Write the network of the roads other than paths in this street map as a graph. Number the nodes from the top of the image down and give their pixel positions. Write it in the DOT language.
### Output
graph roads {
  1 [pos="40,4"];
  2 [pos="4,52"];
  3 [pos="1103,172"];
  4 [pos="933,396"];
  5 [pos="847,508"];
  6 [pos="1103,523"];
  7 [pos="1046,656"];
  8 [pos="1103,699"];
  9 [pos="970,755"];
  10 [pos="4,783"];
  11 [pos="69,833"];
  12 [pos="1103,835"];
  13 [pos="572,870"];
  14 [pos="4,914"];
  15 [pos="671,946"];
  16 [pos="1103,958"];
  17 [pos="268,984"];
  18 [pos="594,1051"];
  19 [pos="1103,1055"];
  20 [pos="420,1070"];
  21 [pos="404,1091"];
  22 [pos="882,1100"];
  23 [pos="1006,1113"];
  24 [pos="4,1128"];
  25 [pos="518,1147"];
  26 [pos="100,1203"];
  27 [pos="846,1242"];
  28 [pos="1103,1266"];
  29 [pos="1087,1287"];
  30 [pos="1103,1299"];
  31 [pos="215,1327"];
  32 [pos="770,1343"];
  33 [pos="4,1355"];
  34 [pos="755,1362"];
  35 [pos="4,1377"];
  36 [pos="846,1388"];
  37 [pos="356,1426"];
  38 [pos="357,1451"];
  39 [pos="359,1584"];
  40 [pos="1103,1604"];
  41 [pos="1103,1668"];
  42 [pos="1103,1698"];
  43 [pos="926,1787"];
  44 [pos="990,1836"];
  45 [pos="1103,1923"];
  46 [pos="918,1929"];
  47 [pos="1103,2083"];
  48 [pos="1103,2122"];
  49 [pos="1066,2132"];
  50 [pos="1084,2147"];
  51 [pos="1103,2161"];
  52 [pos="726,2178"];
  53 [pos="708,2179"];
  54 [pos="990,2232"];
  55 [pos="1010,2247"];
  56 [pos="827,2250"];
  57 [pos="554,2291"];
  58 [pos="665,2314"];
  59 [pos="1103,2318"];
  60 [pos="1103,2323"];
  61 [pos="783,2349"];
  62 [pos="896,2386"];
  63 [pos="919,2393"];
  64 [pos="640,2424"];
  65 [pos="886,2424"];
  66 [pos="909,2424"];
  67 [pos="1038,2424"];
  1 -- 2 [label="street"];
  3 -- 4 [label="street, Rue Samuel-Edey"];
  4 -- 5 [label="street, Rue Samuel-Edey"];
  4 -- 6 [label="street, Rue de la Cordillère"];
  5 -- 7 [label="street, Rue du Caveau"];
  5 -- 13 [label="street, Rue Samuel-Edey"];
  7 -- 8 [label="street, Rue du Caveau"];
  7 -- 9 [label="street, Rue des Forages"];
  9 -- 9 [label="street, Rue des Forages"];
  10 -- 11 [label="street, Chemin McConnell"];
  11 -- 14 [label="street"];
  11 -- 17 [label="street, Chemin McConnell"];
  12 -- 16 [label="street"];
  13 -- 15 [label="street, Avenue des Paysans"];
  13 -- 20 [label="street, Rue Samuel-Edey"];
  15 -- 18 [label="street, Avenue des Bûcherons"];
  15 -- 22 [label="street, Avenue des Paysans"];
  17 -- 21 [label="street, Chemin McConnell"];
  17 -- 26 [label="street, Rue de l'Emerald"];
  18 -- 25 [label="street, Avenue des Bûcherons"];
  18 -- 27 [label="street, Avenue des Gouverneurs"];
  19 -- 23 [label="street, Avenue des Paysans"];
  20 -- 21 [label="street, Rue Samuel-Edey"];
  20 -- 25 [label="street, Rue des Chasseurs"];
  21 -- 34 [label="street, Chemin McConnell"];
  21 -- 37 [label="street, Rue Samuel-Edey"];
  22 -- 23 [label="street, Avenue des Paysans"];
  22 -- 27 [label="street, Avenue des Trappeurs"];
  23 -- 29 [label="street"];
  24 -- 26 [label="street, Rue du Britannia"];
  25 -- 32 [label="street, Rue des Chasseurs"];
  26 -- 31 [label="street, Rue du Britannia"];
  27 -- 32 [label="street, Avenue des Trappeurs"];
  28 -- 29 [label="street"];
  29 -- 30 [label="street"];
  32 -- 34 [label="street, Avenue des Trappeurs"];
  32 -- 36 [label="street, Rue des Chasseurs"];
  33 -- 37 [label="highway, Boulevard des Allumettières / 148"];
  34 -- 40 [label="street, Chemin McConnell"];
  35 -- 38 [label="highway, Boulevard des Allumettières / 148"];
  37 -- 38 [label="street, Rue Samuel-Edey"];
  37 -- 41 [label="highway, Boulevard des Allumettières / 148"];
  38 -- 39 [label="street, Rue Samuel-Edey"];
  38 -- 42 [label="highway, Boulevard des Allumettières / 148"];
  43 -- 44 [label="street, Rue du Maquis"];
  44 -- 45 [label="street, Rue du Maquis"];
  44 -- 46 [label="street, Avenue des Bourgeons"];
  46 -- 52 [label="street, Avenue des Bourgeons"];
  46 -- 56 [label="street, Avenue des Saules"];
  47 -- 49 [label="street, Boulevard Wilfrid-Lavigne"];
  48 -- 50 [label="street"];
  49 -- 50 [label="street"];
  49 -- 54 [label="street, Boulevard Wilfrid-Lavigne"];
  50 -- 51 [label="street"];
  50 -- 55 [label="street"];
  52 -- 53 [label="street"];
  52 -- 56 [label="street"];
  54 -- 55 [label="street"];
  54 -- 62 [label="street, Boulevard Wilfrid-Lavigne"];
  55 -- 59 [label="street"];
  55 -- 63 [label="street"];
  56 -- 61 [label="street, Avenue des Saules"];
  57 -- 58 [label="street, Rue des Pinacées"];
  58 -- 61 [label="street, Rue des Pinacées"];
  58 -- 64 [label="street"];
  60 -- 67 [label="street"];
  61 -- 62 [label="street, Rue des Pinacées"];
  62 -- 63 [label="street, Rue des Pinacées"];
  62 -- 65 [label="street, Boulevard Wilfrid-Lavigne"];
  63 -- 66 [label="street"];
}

_What this task involves_: Retrieve all lines from the data that contain the string "graph".

_Problem solution_:
Write the network of the roads other than paths in this street map as a graph. Number the nodes from the top of the image down and give their pixel positions. Write it in the DOT language.
graph roads {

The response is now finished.